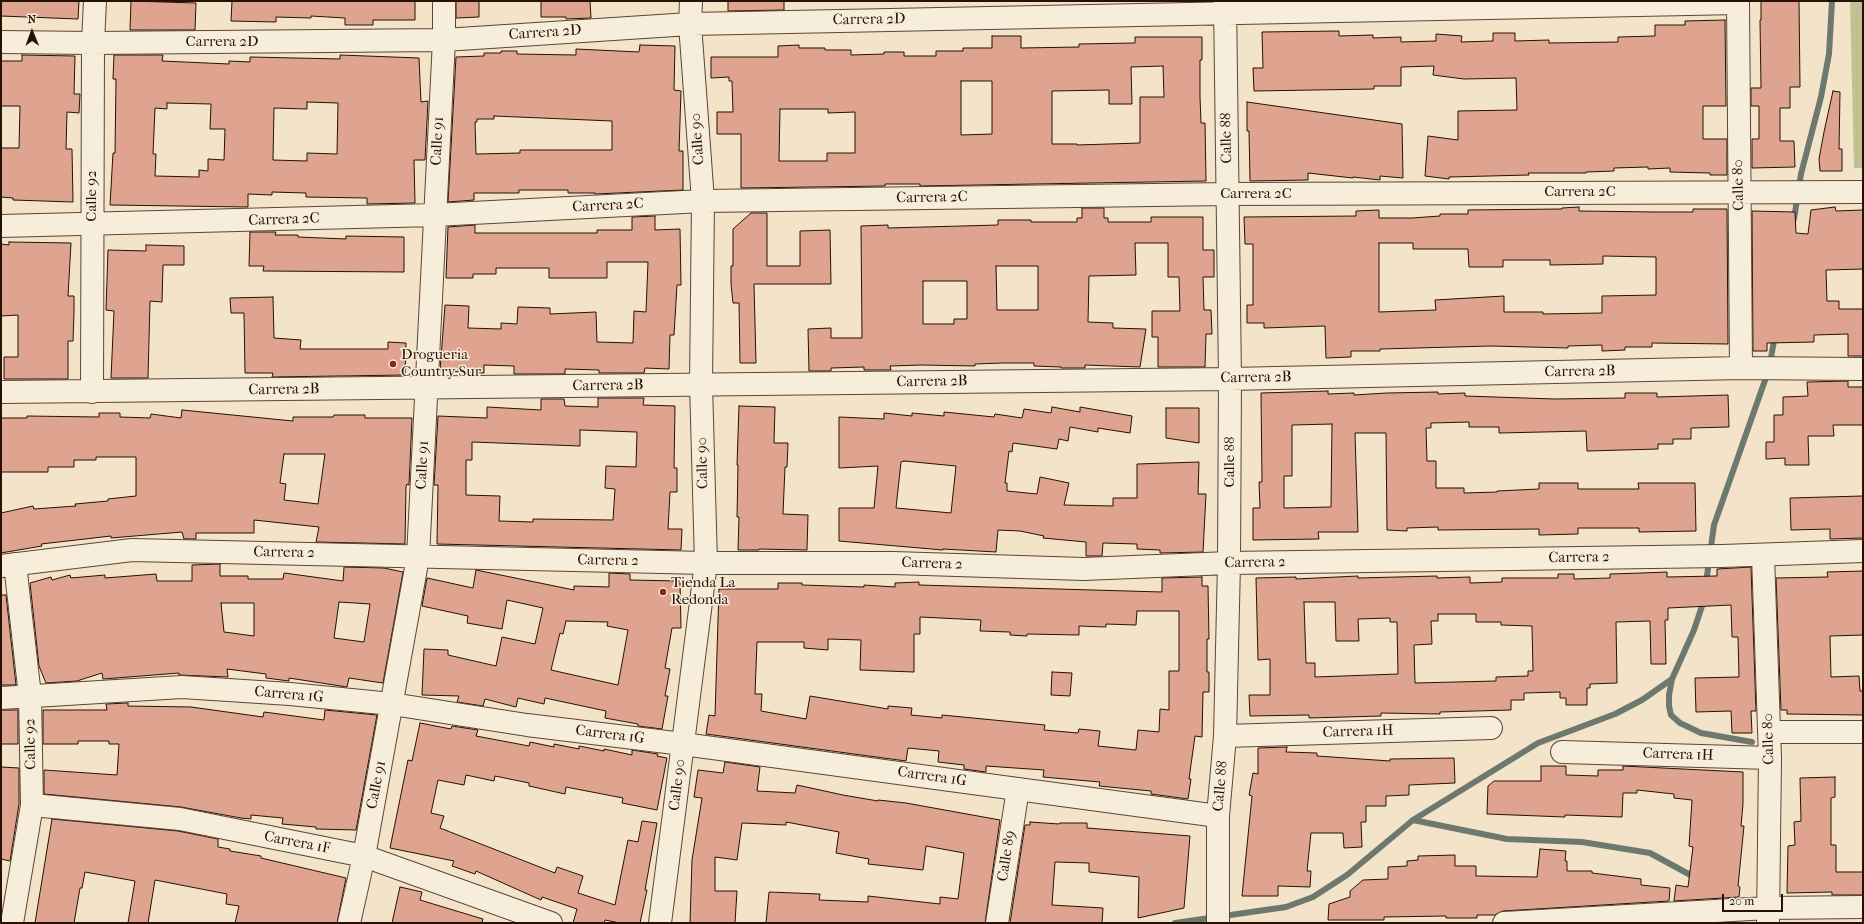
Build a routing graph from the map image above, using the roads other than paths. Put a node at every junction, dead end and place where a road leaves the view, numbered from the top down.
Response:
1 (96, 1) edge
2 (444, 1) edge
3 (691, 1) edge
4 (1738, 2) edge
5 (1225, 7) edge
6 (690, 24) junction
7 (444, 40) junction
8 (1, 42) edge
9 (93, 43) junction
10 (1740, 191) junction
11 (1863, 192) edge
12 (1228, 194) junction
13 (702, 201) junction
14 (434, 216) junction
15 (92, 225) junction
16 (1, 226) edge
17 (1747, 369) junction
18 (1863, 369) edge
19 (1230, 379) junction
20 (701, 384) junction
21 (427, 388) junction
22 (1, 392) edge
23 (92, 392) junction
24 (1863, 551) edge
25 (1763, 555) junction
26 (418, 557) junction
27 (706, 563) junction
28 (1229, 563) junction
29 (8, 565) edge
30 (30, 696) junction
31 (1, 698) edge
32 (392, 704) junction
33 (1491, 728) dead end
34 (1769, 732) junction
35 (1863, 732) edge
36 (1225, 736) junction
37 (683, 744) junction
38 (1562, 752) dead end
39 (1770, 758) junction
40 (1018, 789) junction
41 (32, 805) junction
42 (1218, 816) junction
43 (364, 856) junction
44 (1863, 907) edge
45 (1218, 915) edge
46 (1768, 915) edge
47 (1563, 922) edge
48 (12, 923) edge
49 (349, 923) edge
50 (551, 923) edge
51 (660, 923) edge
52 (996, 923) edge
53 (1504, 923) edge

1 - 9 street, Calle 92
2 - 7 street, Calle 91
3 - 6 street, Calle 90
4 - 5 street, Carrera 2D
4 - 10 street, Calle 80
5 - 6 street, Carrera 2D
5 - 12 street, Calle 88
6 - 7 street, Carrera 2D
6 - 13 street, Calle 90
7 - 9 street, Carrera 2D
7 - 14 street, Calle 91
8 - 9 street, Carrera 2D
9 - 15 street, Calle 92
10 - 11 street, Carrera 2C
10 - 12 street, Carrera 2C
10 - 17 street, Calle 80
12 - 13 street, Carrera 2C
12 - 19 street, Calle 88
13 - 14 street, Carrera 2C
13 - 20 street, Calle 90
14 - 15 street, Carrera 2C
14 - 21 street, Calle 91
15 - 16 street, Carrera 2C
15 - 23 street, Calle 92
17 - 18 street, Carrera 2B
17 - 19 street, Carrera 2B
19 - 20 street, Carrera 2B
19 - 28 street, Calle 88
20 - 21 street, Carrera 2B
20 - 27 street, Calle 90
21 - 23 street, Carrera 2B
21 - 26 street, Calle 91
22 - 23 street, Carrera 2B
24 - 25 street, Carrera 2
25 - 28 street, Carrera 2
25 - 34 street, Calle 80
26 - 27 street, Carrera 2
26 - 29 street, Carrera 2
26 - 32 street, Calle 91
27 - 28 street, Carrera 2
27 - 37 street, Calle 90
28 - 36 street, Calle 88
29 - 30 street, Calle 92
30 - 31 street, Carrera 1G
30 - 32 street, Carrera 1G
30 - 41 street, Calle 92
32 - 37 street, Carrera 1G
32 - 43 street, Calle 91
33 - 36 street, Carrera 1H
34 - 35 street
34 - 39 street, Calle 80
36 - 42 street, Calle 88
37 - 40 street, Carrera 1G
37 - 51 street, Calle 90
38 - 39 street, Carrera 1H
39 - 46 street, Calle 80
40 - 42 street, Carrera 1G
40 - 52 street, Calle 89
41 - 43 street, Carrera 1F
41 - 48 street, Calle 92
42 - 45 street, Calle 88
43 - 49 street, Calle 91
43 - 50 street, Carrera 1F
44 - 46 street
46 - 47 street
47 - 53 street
★ ★ ★ ★
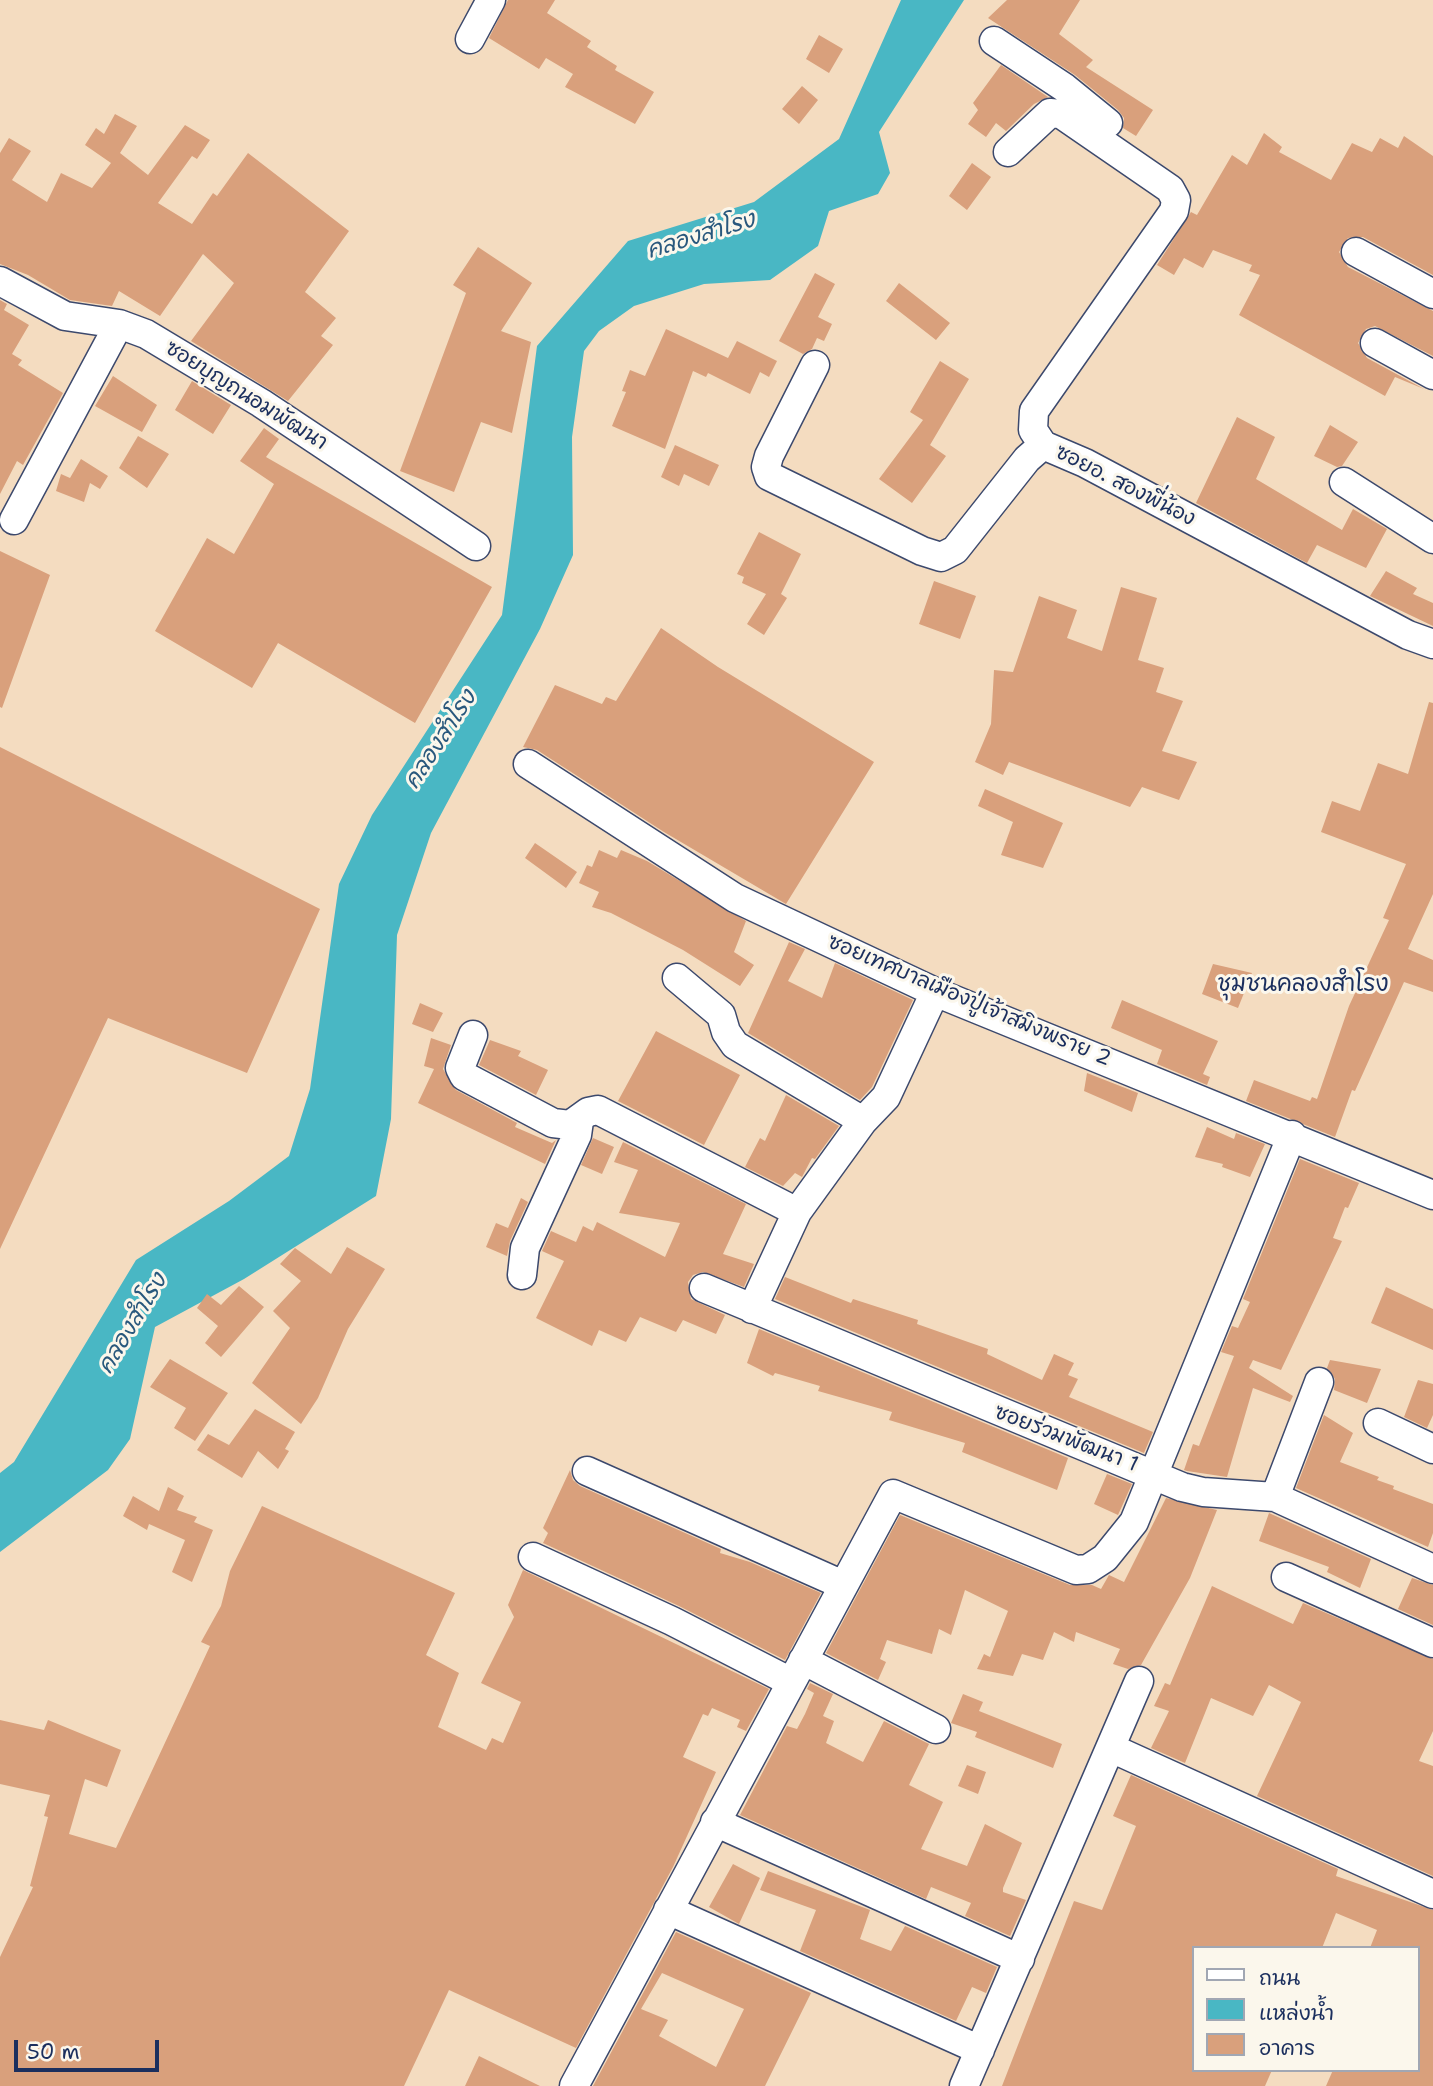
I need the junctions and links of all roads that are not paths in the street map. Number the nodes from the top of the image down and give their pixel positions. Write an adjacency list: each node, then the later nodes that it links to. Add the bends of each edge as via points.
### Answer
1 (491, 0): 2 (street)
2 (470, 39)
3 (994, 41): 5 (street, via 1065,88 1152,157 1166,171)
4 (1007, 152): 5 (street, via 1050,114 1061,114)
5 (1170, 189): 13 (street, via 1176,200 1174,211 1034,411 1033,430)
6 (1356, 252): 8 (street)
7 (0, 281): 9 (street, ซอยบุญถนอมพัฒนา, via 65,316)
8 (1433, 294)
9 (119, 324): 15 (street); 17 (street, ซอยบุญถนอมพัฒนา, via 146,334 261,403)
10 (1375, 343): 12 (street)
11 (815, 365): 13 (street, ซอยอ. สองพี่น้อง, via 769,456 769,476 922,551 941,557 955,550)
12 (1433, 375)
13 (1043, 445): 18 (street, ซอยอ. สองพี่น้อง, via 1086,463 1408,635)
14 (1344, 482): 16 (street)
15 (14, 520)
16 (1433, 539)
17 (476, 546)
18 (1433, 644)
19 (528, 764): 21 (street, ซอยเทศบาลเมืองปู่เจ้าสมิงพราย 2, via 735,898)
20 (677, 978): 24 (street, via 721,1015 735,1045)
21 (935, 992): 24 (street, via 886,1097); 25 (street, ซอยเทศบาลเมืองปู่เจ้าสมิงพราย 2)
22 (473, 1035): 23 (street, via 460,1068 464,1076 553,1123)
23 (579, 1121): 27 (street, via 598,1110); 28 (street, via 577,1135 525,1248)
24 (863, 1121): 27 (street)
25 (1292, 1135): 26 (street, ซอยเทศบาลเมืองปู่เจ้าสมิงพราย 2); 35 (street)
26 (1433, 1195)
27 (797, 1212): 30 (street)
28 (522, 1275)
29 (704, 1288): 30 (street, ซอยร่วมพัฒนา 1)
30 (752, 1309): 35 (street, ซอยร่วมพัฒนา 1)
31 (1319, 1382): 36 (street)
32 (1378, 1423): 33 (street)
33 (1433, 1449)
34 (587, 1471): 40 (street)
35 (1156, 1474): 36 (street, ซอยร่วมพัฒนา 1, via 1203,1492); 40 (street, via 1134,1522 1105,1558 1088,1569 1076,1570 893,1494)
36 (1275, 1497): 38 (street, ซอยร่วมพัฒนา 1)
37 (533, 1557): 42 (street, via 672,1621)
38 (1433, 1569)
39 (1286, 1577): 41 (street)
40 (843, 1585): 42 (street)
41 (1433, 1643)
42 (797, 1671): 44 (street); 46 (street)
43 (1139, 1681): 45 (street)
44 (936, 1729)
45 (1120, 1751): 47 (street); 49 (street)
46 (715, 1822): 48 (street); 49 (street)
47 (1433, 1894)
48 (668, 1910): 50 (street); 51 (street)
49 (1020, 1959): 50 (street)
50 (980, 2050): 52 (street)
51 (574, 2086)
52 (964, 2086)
★ ★ ★ ★
[PROBLEM] All lines with the word "ซอยบ" must be located in the data and copied.

[ANSWER FOR THE TASK]
7 (0, 281): 9 (street, ซอยบุญถนอมพัฒนา, via 65,316)
9 (119, 324): 15 (street); 17 (street, ซอยบุญถนอมพัฒนา, via 146,334 261,403)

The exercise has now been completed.